§ WHAT THE TASK REQUIRES
Give back all of the data exactly as it stands, with the pictures removed.

§ AVAILABLE DATA

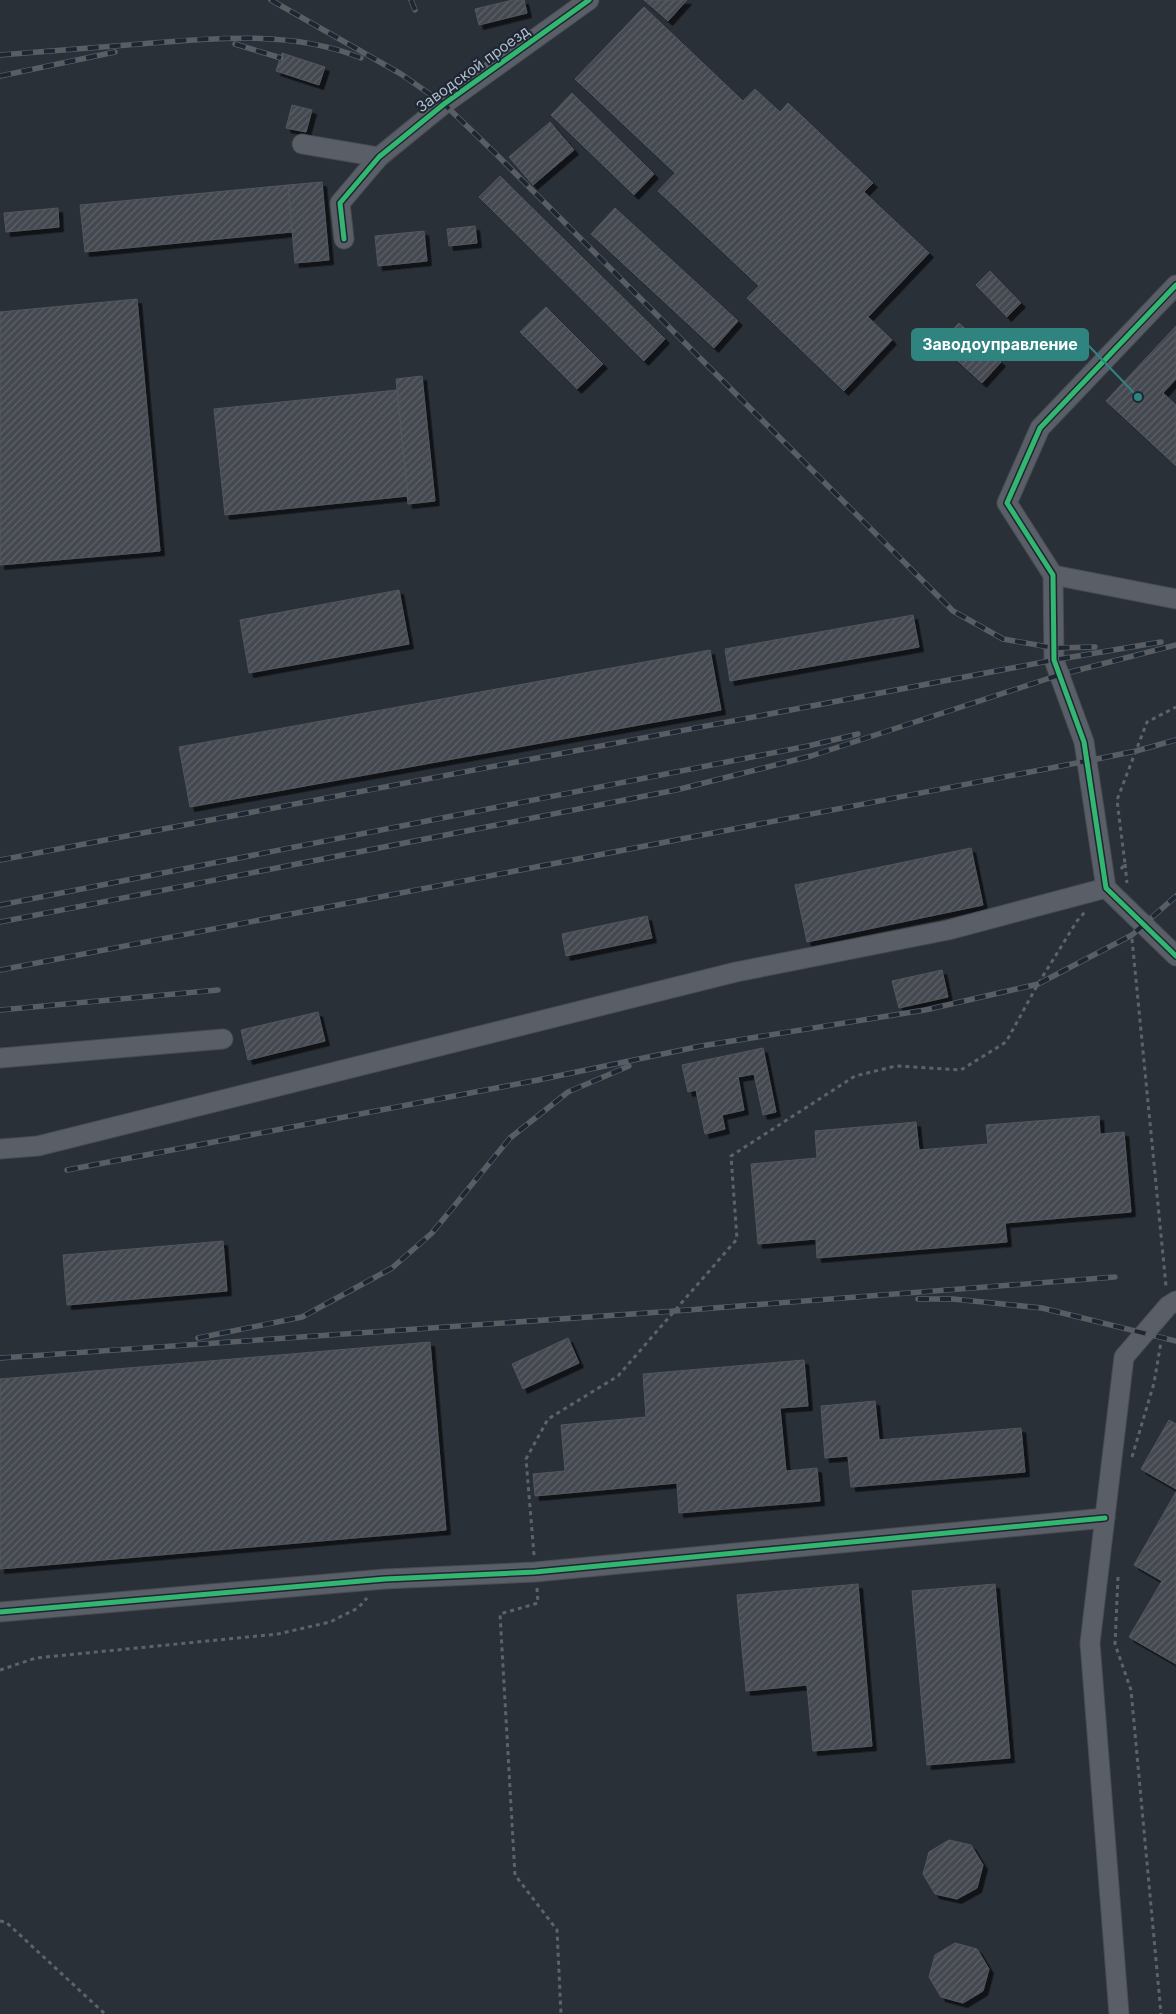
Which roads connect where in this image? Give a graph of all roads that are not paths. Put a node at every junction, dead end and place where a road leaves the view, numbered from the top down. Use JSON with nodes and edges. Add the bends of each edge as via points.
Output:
{"nodes":[{"id":1,"x":589,"y":0,"type":"edge"},
{"id":2,"x":302,"y":144,"type":"dead end"},
{"id":3,"x":379,"y":157,"type":"junction"},
{"id":4,"x":344,"y":239,"type":"dead end"},
{"id":5,"x":1176,"y":285,"type":"edge"},
{"id":6,"x":1053,"y":575,"type":"junction"},
{"id":7,"x":1176,"y":599,"type":"edge"},
{"id":8,"x":1106,"y":888,"type":"junction"},
{"id":9,"x":1176,"y":956,"type":"edge"},
{"id":10,"x":223,"y":1040,"type":"dead end"},
{"id":11,"x":0,"y":1058,"type":"edge"},
{"id":12,"x":0,"y":1149,"type":"edge"},
{"id":13,"x":1172,"y":1303,"type":"edge"},
{"id":14,"x":1105,"y":1518,"type":"junction"},
{"id":15,"x":0,"y":1612,"type":"edge"},
{"id":16,"x":1119,"y":2014,"type":"edge"}],
"edges":[{"from":1,"to":3,"type":"street","name":"Заводской проезд","via":[[444,104]]},
{"from":2,"to":3,"type":"street"},
{"from":3,"to":4,"type":"street","name":"Заводской проезд","via":[[340,203]]},
{"from":5,"to":6,"type":"street","via":[[1040,428],[1007,503]]},
{"from":6,"to":7,"type":"street"},
{"from":6,"to":8,"type":"street","via":[[1054,660],[1084,742]]},
{"from":8,"to":9,"type":"street"},
{"from":8,"to":12,"type":"street","via":[[948,930],[736,972],[38,1146]]},
{"from":10,"to":11,"type":"street"},
{"from":13,"to":14,"type":"street","via":[[1124,1357]]},
{"from":14,"to":15,"type":"street","via":[[535,1572],[385,1579]]},
{"from":14,"to":16,"type":"street","via":[[1090,1643]]}]}
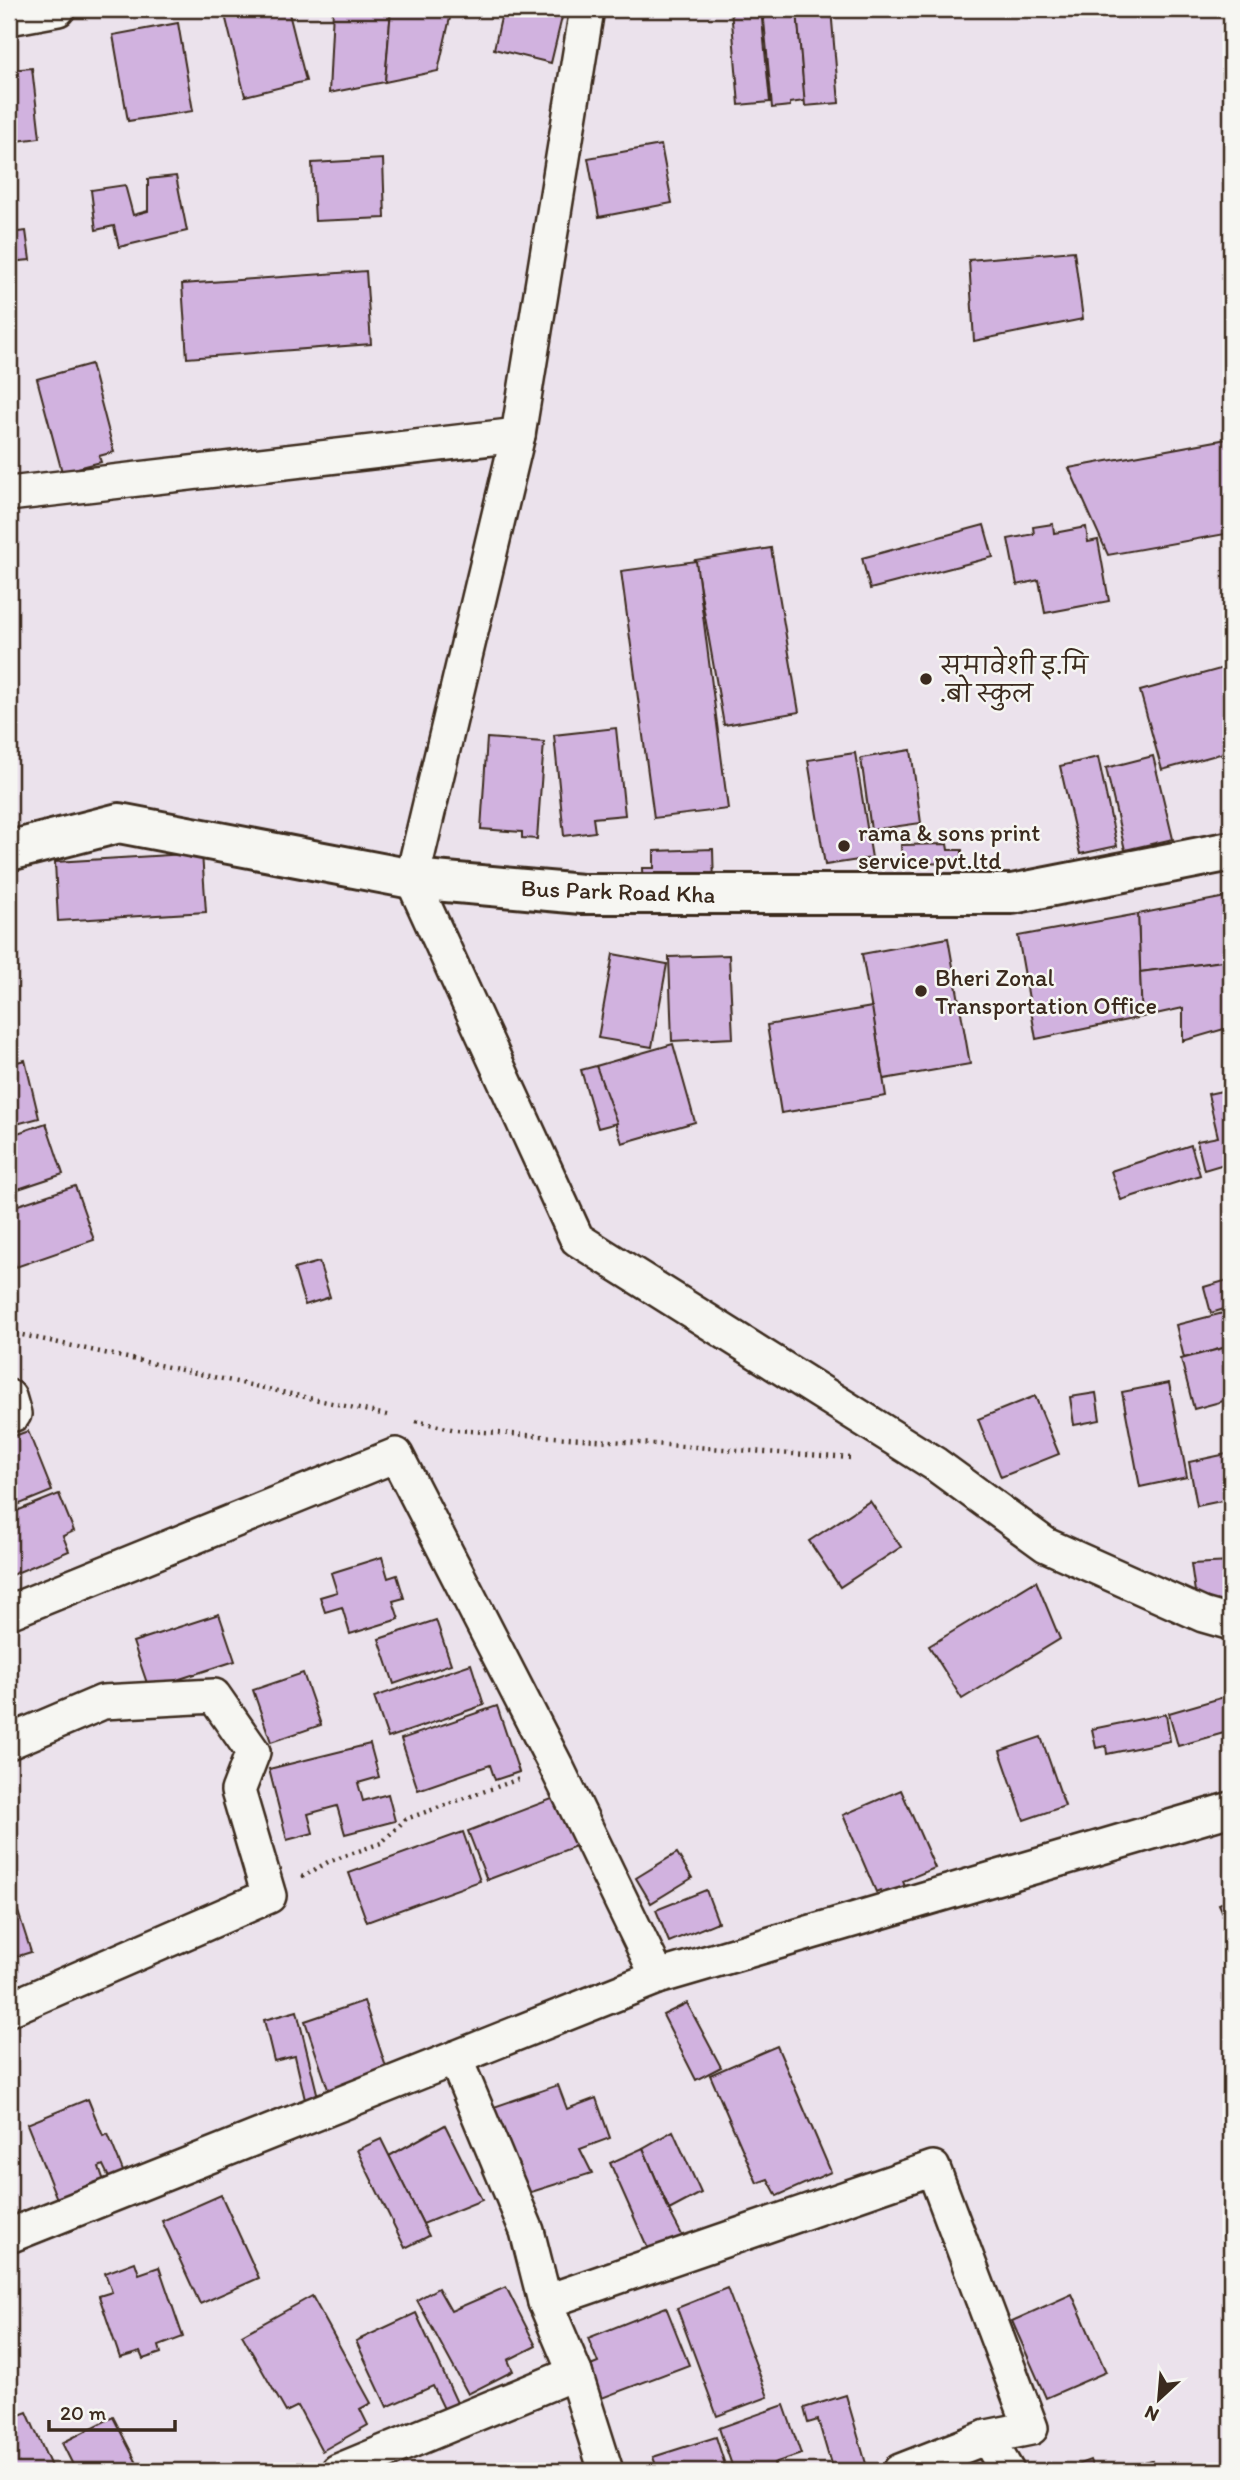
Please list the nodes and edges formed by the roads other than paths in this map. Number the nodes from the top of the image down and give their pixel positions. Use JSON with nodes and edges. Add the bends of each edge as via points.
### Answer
{"nodes":[{"id":1,"x":58,"y":9,"type":"edge"},
{"id":2,"x":587,"y":9,"type":"edge"},
{"id":3,"x":9,"y":18,"type":"edge"},
{"id":4,"x":518,"y":435,"type":"junction"},
{"id":5,"x":9,"y":494,"type":"edge"},
{"id":6,"x":9,"y":850,"type":"edge"},
{"id":7,"x":1231,"y":851,"type":"edge"},
{"id":8,"x":412,"y":879,"type":"junction"},
{"id":9,"x":9,"y":1612,"type":"edge"},
{"id":10,"x":1231,"y":1623,"type":"edge"},
{"id":11,"x":9,"y":1742,"type":"edge"},
{"id":12,"x":1231,"y":1809,"type":"edge"},
{"id":13,"x":658,"y":1977,"type":"junction"},
{"id":14,"x":9,"y":2009,"type":"edge"},
{"id":15,"x":455,"y":2058,"type":"junction"},
{"id":16,"x":9,"y":2235,"type":"edge"},
{"id":17,"x":545,"y":2302,"type":"junction"},
{"id":18,"x":575,"y":2373,"type":"junction"},
{"id":19,"x":987,"y":2437,"type":"junction"},
{"id":20,"x":338,"y":2471,"type":"edge"},
{"id":21,"x":606,"y":2471,"type":"edge"},
{"id":22,"x":901,"y":2471,"type":"edge"},
{"id":23,"x":1007,"y":2471,"type":"edge"}],
"edges":[{"from":1,"to":3,"type":"street"},
{"from":2,"to":4,"type":"street"},
{"from":4,"to":5,"type":"street"},
{"from":4,"to":8,"type":"street"},
{"from":6,"to":8,"type":"street","name":"Bus Park Road Kha","via":[[119,823]]},
{"from":7,"to":8,"type":"street","name":"Bus Park Road Kha","via":[[1012,894],[582,894]]},
{"from":8,"to":10,"type":"street","via":[[577,1239],[935,1464],[1046,1545],[1203,1615]]},
{"from":9,"to":13,"type":"street","via":[[396,1455]]},
{"from":11,"to":14,"type":"street","via":[[103,1702],[215,1696],[253,1752],[238,1791],[269,1896]]},
{"from":12,"to":13,"type":"street"},
{"from":13,"to":15,"type":"street"},
{"from":15,"to":16,"type":"street"},
{"from":15,"to":17,"type":"street","via":[[527,2231]]},
{"from":17,"to":18,"type":"street"},
{"from":17,"to":19,"type":"street","via":[[933,2168],[1031,2428]]},
{"from":18,"to":20,"type":"street"},
{"from":18,"to":21,"type":"street"},
{"from":19,"to":22,"type":"street"},
{"from":19,"to":23,"type":"street"}]}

§ ANSWER FOR THE TASK
Which roads connect where in this image? Give a graph of all roads that are not paths. Put a node at every junction, dead end and place where a road leaves the view, numbered from the top down. Use JSON with nodes and edges. Add the bends of each edge as via points.
Output:
{"nodes":[{"id":1,"x":589,"y":0,"type":"edge"},
{"id":2,"x":302,"y":144,"type":"dead end"},
{"id":3,"x":379,"y":157,"type":"junction"},
{"id":4,"x":344,"y":239,"type":"dead end"},
{"id":5,"x":1176,"y":285,"type":"edge"},
{"id":6,"x":1053,"y":575,"type":"junction"},
{"id":7,"x":1176,"y":599,"type":"edge"},
{"id":8,"x":1106,"y":888,"type":"junction"},
{"id":9,"x":1176,"y":956,"type":"edge"},
{"id":10,"x":223,"y":1040,"type":"dead end"},
{"id":11,"x":0,"y":1058,"type":"edge"},
{"id":12,"x":0,"y":1149,"type":"edge"},
{"id":13,"x":1172,"y":1303,"type":"edge"},
{"id":14,"x":1105,"y":1518,"type":"junction"},
{"id":15,"x":0,"y":1612,"type":"edge"},
{"id":16,"x":1119,"y":2014,"type":"edge"}],
"edges":[{"from":1,"to":3,"type":"street","name":"Заводской проезд","via":[[444,104]]},
{"from":2,"to":3,"type":"street"},
{"from":3,"to":4,"type":"street","name":"Заводской проезд","via":[[340,203]]},
{"from":5,"to":6,"type":"street","via":[[1040,428],[1007,503]]},
{"from":6,"to":7,"type":"street"},
{"from":6,"to":8,"type":"street","via":[[1054,660],[1084,742]]},
{"from":8,"to":9,"type":"street"},
{"from":8,"to":12,"type":"street","via":[[948,930],[736,972],[38,1146]]},
{"from":10,"to":11,"type":"street"},
{"from":13,"to":14,"type":"street","via":[[1124,1357]]},
{"from":14,"to":15,"type":"street","via":[[535,1572],[385,1579]]},
{"from":14,"to":16,"type":"street","via":[[1090,1643]]}]}
Please list the nodes and edges formed by the roads other than paths in this map. Number the nodes from the top of the image down and give their pixel positions. Use JSON with nodes and edges. Add the bends of each edge as via points.
### Answer
{"nodes":[{"id":1,"x":58,"y":9,"type":"edge"},
{"id":2,"x":587,"y":9,"type":"edge"},
{"id":3,"x":9,"y":18,"type":"edge"},
{"id":4,"x":518,"y":435,"type":"junction"},
{"id":5,"x":9,"y":494,"type":"edge"},
{"id":6,"x":9,"y":850,"type":"edge"},
{"id":7,"x":1231,"y":851,"type":"edge"},
{"id":8,"x":412,"y":879,"type":"junction"},
{"id":9,"x":9,"y":1612,"type":"edge"},
{"id":10,"x":1231,"y":1623,"type":"edge"},
{"id":11,"x":9,"y":1742,"type":"edge"},
{"id":12,"x":1231,"y":1809,"type":"edge"},
{"id":13,"x":658,"y":1977,"type":"junction"},
{"id":14,"x":9,"y":2009,"type":"edge"},
{"id":15,"x":455,"y":2058,"type":"junction"},
{"id":16,"x":9,"y":2235,"type":"edge"},
{"id":17,"x":545,"y":2302,"type":"junction"},
{"id":18,"x":575,"y":2373,"type":"junction"},
{"id":19,"x":987,"y":2437,"type":"junction"},
{"id":20,"x":338,"y":2471,"type":"edge"},
{"id":21,"x":606,"y":2471,"type":"edge"},
{"id":22,"x":901,"y":2471,"type":"edge"},
{"id":23,"x":1007,"y":2471,"type":"edge"}],
"edges":[{"from":1,"to":3,"type":"street"},
{"from":2,"to":4,"type":"street"},
{"from":4,"to":5,"type":"street"},
{"from":4,"to":8,"type":"street"},
{"from":6,"to":8,"type":"street","name":"Bus Park Road Kha","via":[[119,823]]},
{"from":7,"to":8,"type":"street","name":"Bus Park Road Kha","via":[[1012,894],[582,894]]},
{"from":8,"to":10,"type":"street","via":[[577,1239],[935,1464],[1046,1545],[1203,1615]]},
{"from":9,"to":13,"type":"street","via":[[396,1455]]},
{"from":11,"to":14,"type":"street","via":[[103,1702],[215,1696],[253,1752],[238,1791],[269,1896]]},
{"from":12,"to":13,"type":"street"},
{"from":13,"to":15,"type":"street"},
{"from":15,"to":16,"type":"street"},
{"from":15,"to":17,"type":"street","via":[[527,2231]]},
{"from":17,"to":18,"type":"street"},
{"from":17,"to":19,"type":"street","via":[[933,2168],[1031,2428]]},
{"from":18,"to":20,"type":"street"},
{"from":18,"to":21,"type":"street"},
{"from":19,"to":22,"type":"street"},
{"from":19,"to":23,"type":"street"}]}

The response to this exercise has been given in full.